**Action item**.
Set each record down exactly, excluding all images.

[Dataset items]
★ ★ ★ ★ ★ ★ ★

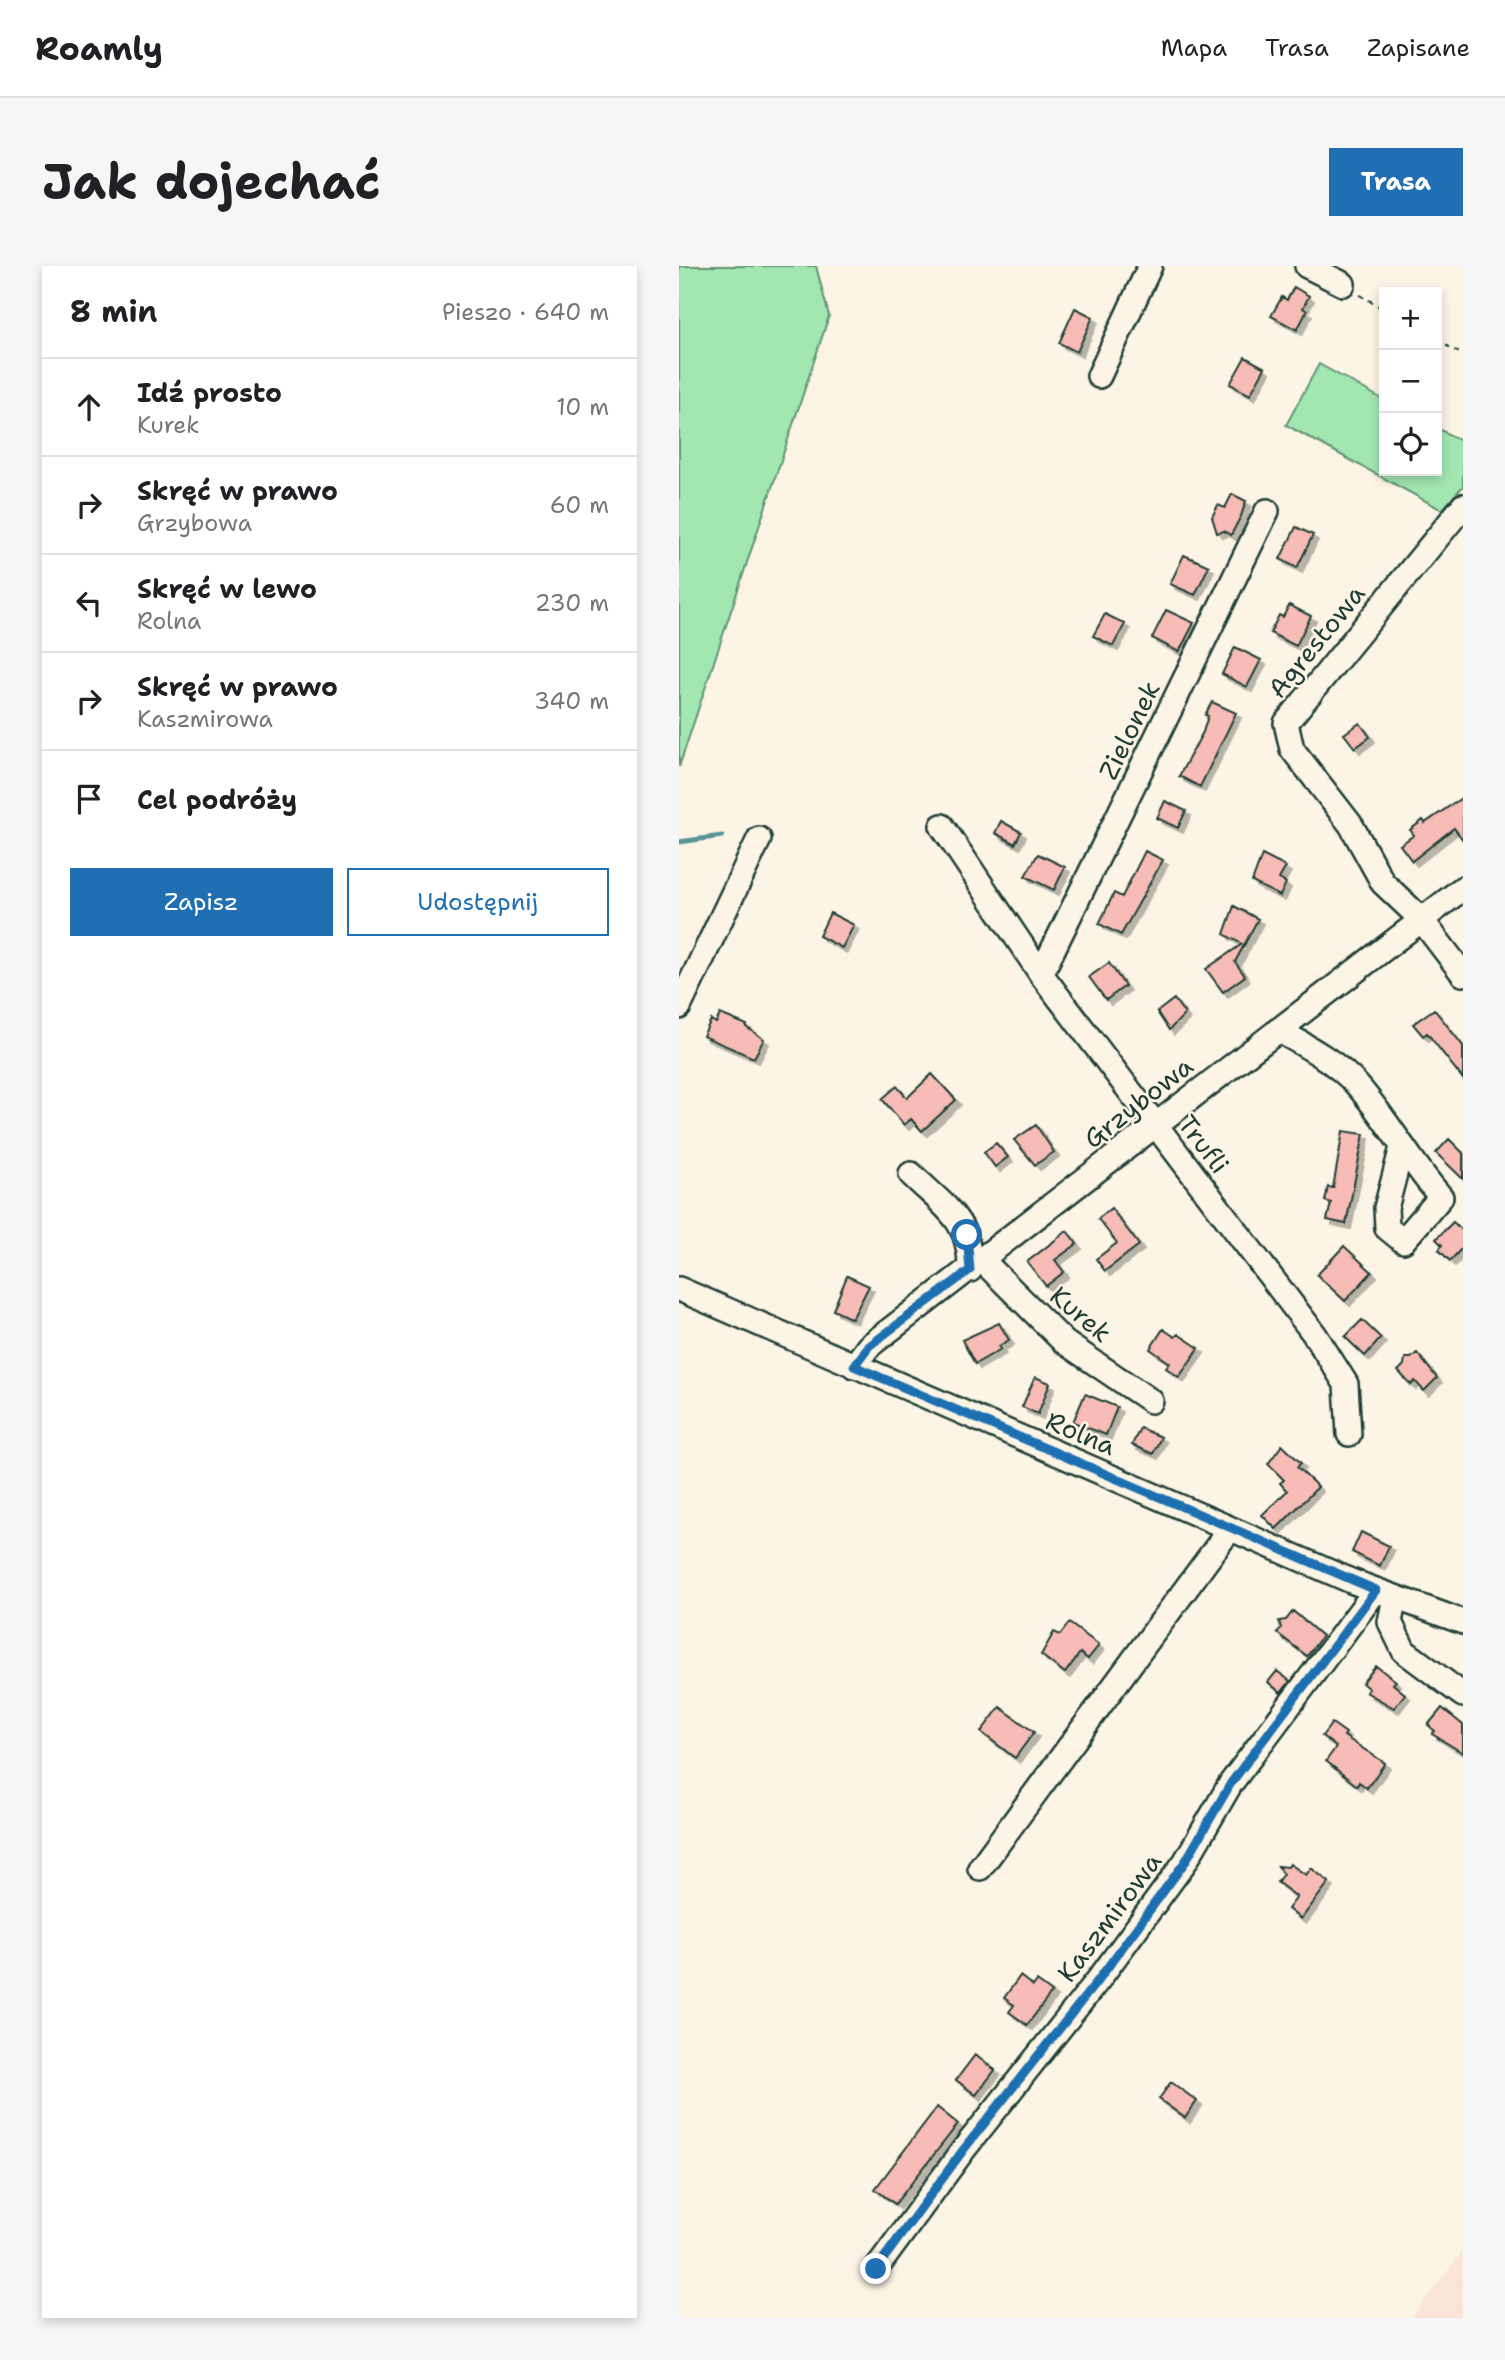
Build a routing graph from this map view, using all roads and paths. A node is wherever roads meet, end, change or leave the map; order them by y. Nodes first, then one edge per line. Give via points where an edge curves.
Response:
1 (1150, 266) edge
2 (1307, 266) edge
3 (1343, 284) joint
4 (1379, 306) edge
5 (1442, 343) edge
6 (1463, 355) edge
7 (1099, 376) dead end
8 (1463, 506) edge
9 (1267, 511) dead end
10 (942, 826) dead end
11 (759, 839) dead end
12 (1463, 888) edge
13 (1421, 919) junction
14 (1041, 974) junction
15 (1463, 974) edge
16 (679, 1007) edge
17 (1277, 1030) junction
18 (1153, 1124) junction
19 (1402, 1147) dead end
20 (911, 1174) dead end
21 (963, 1225) junction
22 (1009, 1240) junction
23 (976, 1266) junction
24 (679, 1289) edge
25 (854, 1366) junction
26 (1151, 1401) dead end
27 (1349, 1434) dead end
28 (1230, 1529) junction
29 (1385, 1594) junction
30 (1463, 1622) edge
31 (1463, 1695) edge
32 (980, 1868) dead end
33 (876, 2269) dead end

1 - 7 street
2 - 3 street
3 - 4 path
5 - 6 path
8 - 13 street, Agrestowa via 1286,723 1292,749 1351,825 1383,883
9 - 14 street, Zielonek
10 - 14 street, Trufli
11 - 16 street
12 - 13 street, Grzybowa
13 - 15 street
13 - 17 street, Grzybowa
14 - 18 street, Trufli
17 - 18 street, Grzybowa
17 - 19 street via 1321,1053 1357,1085
18 - 22 street, Grzybowa
18 - 27 street, Trufli via 1346,1384
20 - 21 street
21 - 22 street via 984,1238
21 - 23 street
22 - 23 street, Grzybowa
23 - 25 street, Grzybowa via 869,1346
23 - 26 street, Kurek via 1064,1342
24 - 25 street, Rolna
25 - 28 street, Rolna
28 - 29 street, Rolna
28 - 32 street
29 - 30 street, Rolna
29 - 31 street via 1390,1622 1405,1651
29 - 33 street, Kaszmirowa via 1231,1783 1185,1862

★ ★ ★ ★ ★ ★ ★

**Task result**.
Build a routing graph from this map view, using all roads and paths. A node is wherever roads meet, end, change or leave the map; order them by y. Nodes first, then one edge per line. Give via points where an edge curves.
Response:
1 (1150, 266) edge
2 (1307, 266) edge
3 (1343, 284) joint
4 (1379, 306) edge
5 (1442, 343) edge
6 (1463, 355) edge
7 (1099, 376) dead end
8 (1463, 506) edge
9 (1267, 511) dead end
10 (942, 826) dead end
11 (759, 839) dead end
12 (1463, 888) edge
13 (1421, 919) junction
14 (1041, 974) junction
15 (1463, 974) edge
16 (679, 1007) edge
17 (1277, 1030) junction
18 (1153, 1124) junction
19 (1402, 1147) dead end
20 (911, 1174) dead end
21 (963, 1225) junction
22 (1009, 1240) junction
23 (976, 1266) junction
24 (679, 1289) edge
25 (854, 1366) junction
26 (1151, 1401) dead end
27 (1349, 1434) dead end
28 (1230, 1529) junction
29 (1385, 1594) junction
30 (1463, 1622) edge
31 (1463, 1695) edge
32 (980, 1868) dead end
33 (876, 2269) dead end

1 - 7 street
2 - 3 street
3 - 4 path
5 - 6 path
8 - 13 street, Agrestowa via 1286,723 1292,749 1351,825 1383,883
9 - 14 street, Zielonek
10 - 14 street, Trufli
11 - 16 street
12 - 13 street, Grzybowa
13 - 15 street
13 - 17 street, Grzybowa
14 - 18 street, Trufli
17 - 18 street, Grzybowa
17 - 19 street via 1321,1053 1357,1085
18 - 22 street, Grzybowa
18 - 27 street, Trufli via 1346,1384
20 - 21 street
21 - 22 street via 984,1238
21 - 23 street
22 - 23 street, Grzybowa
23 - 25 street, Grzybowa via 869,1346
23 - 26 street, Kurek via 1064,1342
24 - 25 street, Rolna
25 - 28 street, Rolna
28 - 29 street, Rolna
28 - 32 street
29 - 30 street, Rolna
29 - 31 street via 1390,1622 1405,1651
29 - 33 street, Kaszmirowa via 1231,1783 1185,1862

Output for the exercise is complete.